### Exercise
Below is a listing; restate from it, character for character, the lines beginning at the line holding "index dip: (789, 911)" and ending at the line holding "wrist: (1438, 871)", both included.

### Record set
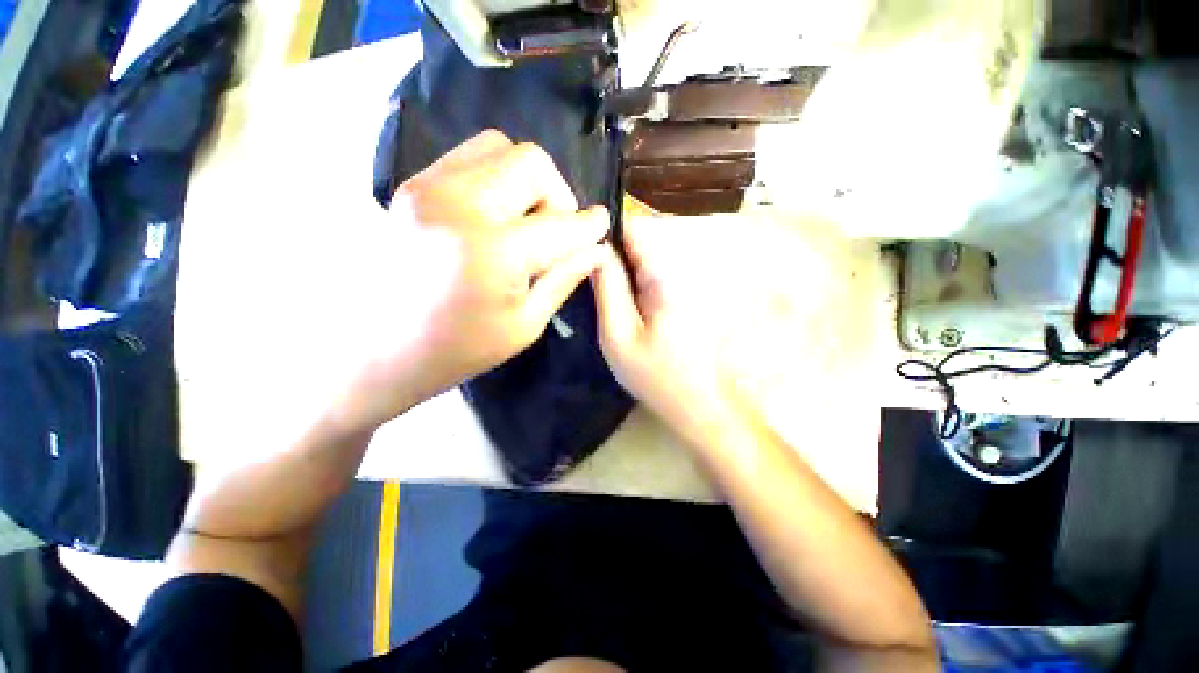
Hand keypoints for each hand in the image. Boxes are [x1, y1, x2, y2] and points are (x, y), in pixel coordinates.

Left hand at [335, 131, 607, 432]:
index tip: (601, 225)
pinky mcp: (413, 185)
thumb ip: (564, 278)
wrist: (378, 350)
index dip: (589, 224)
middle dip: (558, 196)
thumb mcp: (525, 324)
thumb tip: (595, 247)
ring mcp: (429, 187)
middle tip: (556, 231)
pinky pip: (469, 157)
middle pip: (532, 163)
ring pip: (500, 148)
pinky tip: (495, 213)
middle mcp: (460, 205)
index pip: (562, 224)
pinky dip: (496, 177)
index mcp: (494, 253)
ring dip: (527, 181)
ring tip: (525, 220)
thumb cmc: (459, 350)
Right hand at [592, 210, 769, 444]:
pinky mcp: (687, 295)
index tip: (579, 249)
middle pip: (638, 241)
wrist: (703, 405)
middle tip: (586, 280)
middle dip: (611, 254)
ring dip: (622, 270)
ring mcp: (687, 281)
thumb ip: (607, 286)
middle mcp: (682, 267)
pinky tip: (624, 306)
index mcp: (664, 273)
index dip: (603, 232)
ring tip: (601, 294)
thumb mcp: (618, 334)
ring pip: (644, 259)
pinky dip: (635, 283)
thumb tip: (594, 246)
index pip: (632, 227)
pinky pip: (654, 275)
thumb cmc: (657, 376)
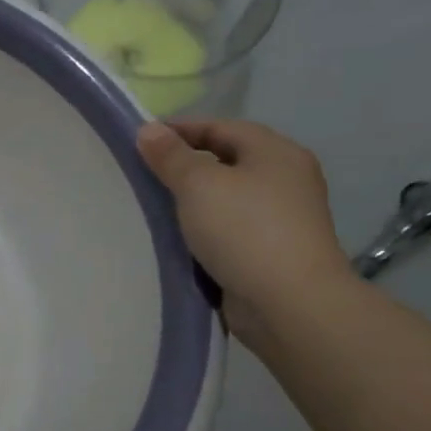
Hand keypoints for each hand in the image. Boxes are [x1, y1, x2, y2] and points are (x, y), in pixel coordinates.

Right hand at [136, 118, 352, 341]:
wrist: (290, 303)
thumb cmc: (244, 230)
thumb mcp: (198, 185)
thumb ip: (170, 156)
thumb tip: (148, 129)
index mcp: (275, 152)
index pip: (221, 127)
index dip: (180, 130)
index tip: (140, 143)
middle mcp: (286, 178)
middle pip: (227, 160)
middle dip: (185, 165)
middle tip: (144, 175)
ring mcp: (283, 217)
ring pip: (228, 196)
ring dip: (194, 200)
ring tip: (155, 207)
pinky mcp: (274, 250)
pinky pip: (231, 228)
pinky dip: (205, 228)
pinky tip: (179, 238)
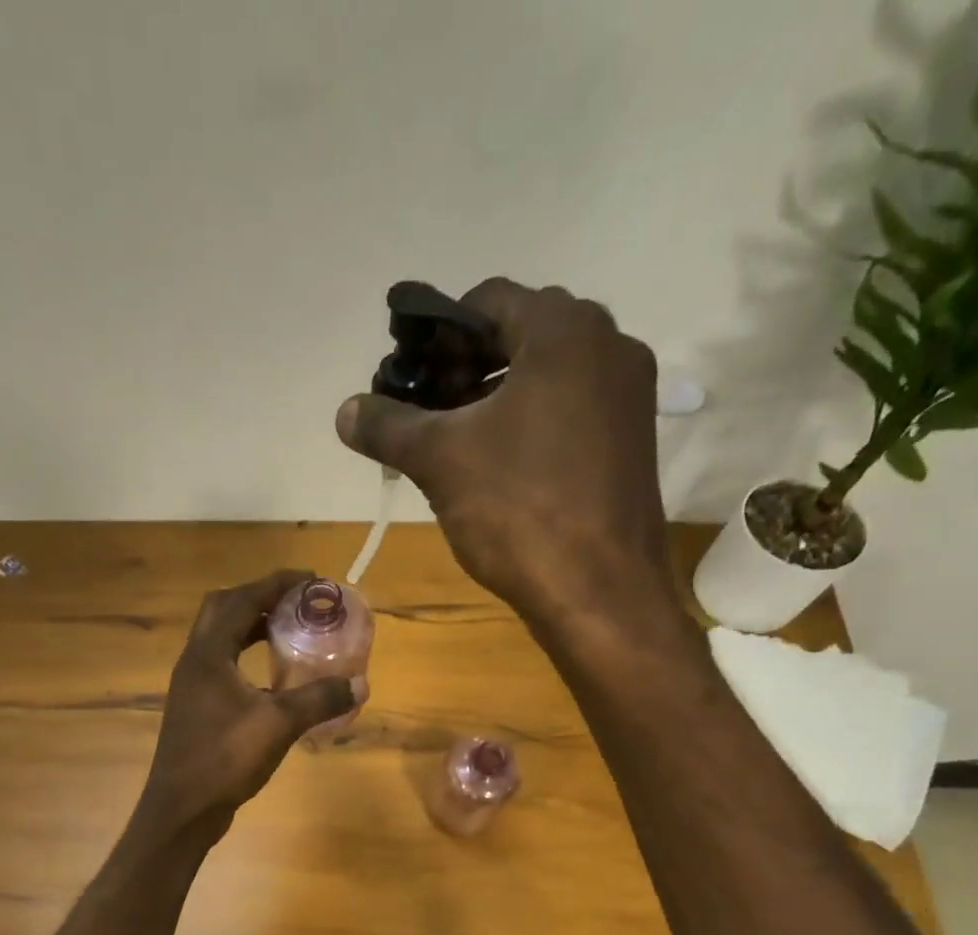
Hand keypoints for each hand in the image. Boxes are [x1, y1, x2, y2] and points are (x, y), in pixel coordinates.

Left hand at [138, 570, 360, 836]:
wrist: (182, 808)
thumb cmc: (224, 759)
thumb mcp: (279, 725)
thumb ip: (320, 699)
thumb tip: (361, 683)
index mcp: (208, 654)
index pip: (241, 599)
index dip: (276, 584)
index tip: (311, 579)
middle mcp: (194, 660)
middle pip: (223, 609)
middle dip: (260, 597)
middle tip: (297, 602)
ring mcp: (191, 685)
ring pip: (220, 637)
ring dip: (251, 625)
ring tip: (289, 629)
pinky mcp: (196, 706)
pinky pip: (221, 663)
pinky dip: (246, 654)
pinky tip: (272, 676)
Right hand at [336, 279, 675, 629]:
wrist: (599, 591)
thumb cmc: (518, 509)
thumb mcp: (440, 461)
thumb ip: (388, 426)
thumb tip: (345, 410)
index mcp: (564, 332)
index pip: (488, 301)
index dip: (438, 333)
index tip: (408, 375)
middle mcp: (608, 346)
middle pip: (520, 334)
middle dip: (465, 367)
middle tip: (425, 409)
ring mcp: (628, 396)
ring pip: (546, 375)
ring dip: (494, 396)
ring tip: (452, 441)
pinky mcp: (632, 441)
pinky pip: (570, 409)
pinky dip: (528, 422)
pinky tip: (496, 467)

---

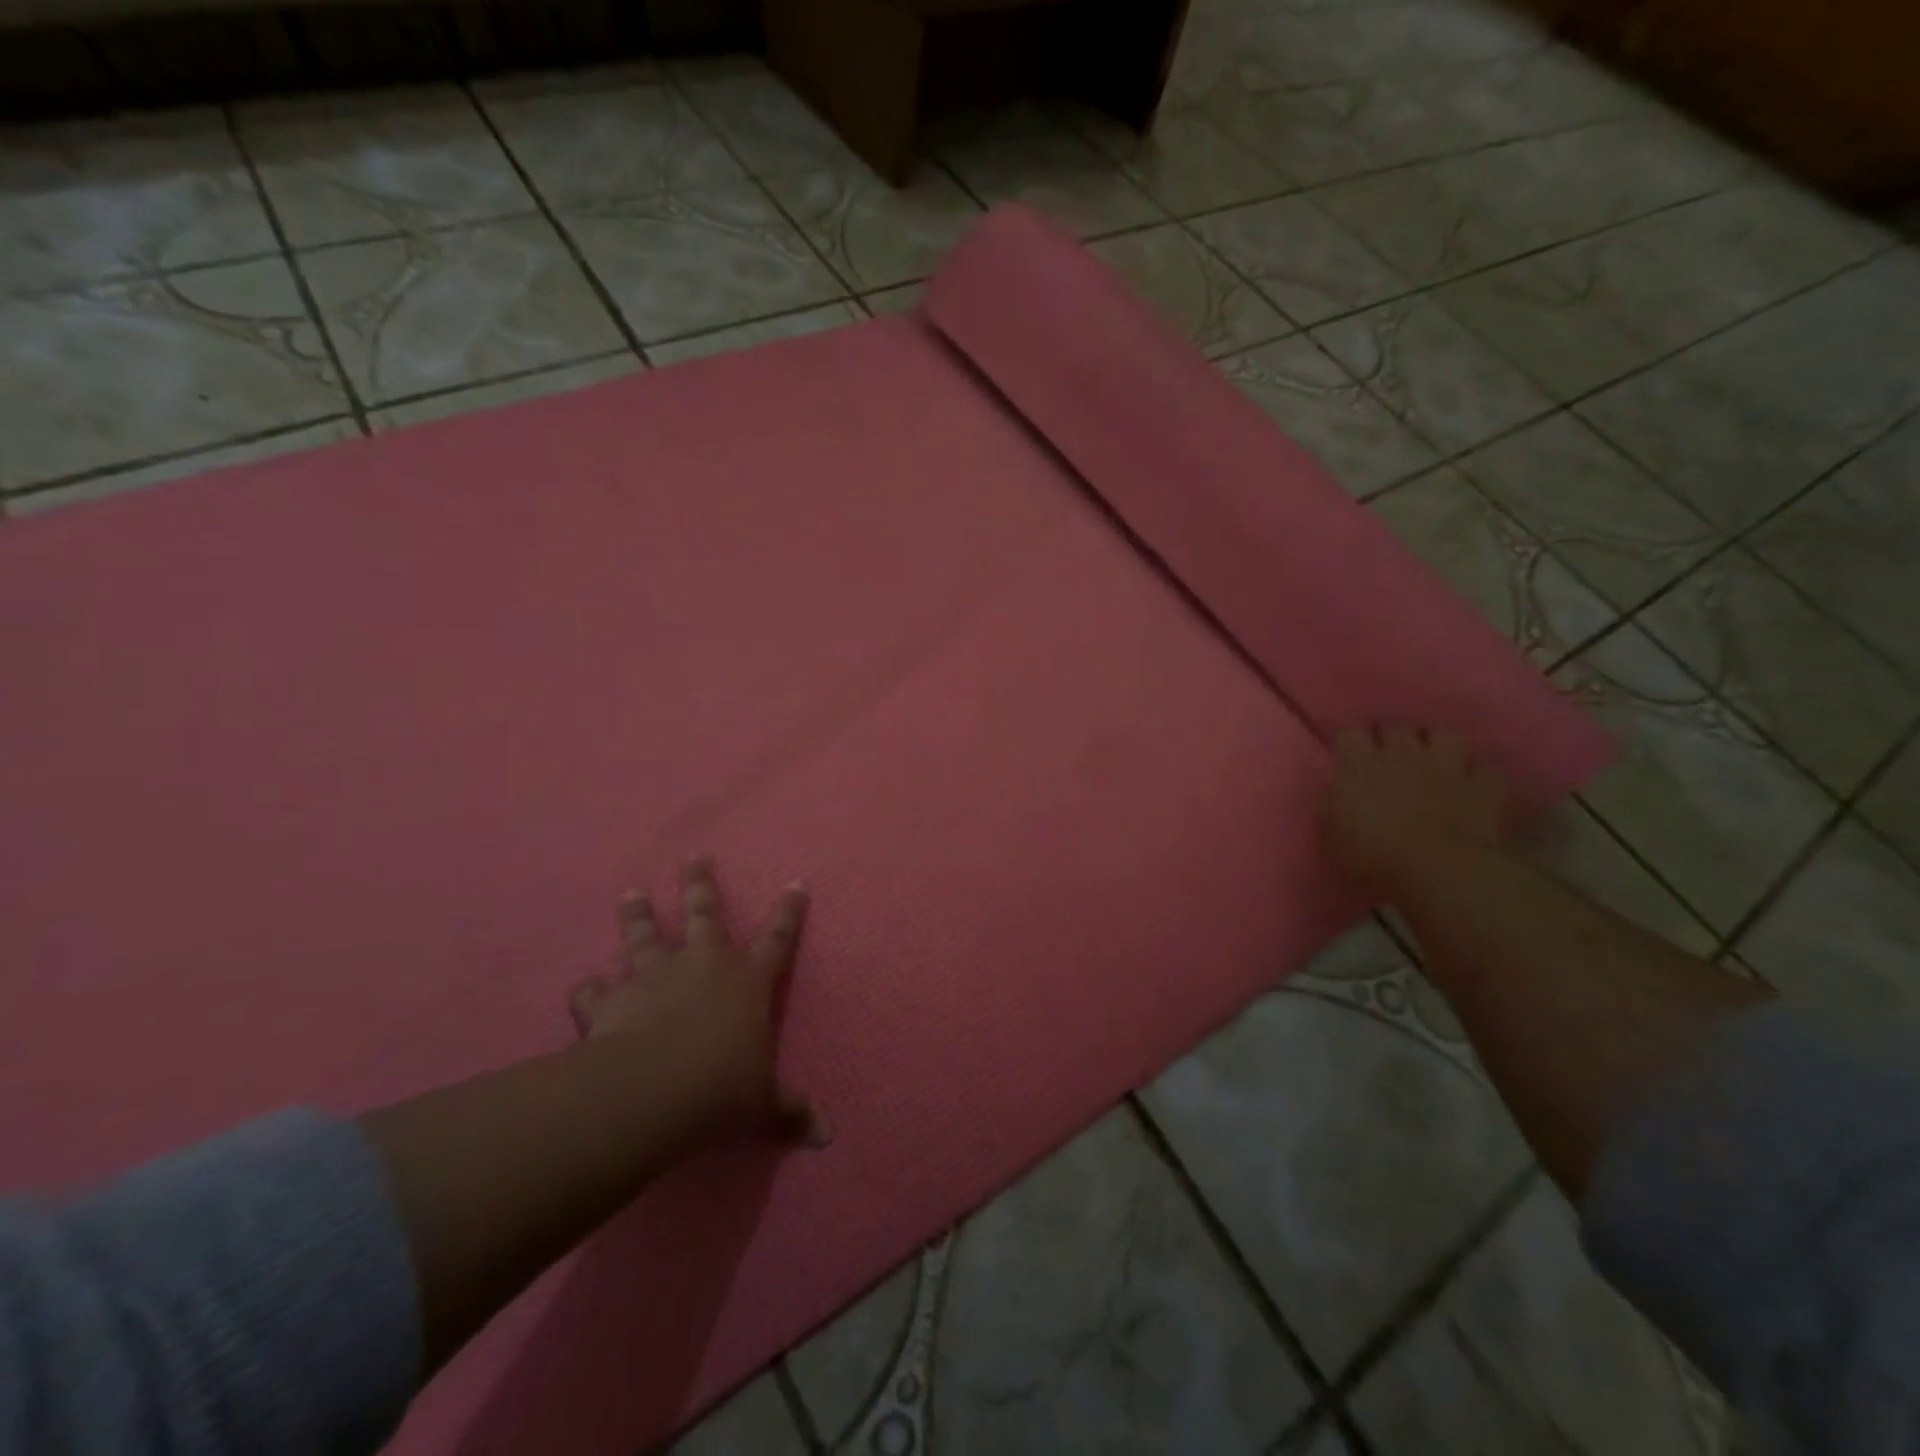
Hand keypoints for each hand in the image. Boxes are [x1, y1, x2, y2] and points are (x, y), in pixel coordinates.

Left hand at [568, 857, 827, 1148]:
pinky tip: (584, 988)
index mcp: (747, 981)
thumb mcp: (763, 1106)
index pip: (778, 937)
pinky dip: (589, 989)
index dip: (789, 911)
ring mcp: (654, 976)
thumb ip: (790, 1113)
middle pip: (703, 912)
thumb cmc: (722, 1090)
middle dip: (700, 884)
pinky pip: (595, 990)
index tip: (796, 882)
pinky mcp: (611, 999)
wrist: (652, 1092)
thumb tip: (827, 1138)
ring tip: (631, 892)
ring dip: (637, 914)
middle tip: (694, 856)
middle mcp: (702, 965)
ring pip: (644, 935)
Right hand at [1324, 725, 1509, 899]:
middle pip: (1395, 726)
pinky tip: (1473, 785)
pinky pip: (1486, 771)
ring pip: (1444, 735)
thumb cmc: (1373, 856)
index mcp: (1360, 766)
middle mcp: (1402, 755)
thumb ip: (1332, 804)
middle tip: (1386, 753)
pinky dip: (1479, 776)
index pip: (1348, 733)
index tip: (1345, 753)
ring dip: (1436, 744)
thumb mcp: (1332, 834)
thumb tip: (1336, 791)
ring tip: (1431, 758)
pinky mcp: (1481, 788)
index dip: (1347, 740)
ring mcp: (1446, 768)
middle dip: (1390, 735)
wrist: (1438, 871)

### Response
index dip: (789, 911)
ring mcp: (654, 976)
thumb ip: (790, 1113)
middle pip: (703, 912)
thumb cmc: (722, 1090)
middle dip: (700, 884)
pinky pip: (595, 990)
index tip: (796, 882)
pinky mcp: (611, 999)
wrist: (652, 1092)
thumb tip: (827, 1138)
ring tip: (631, 892)
ring dip: (637, 914)
middle tip: (694, 856)
middle mcp: (702, 965)
ring pip: (644, 935)
Right hand at [1324, 725, 1509, 899]:
middle pip: (1395, 726)
pinky tip: (1473, 785)
pinky pip: (1486, 771)
ring pip: (1444, 735)
thumb cmc: (1373, 856)
index mcp: (1360, 766)
middle mcp: (1402, 755)
thumb ip: (1332, 804)
middle tip: (1386, 753)
pinky dip: (1479, 776)
index pip: (1348, 733)
index tip: (1345, 753)
ring dip: (1436, 744)
thumb mcp: (1332, 834)
thumb tip: (1336, 791)
ring tip: (1431, 758)
pinky mcp: (1481, 788)
index dip: (1347, 740)
ring mcp: (1446, 768)
middle dip: (1390, 735)
wrist: (1438, 871)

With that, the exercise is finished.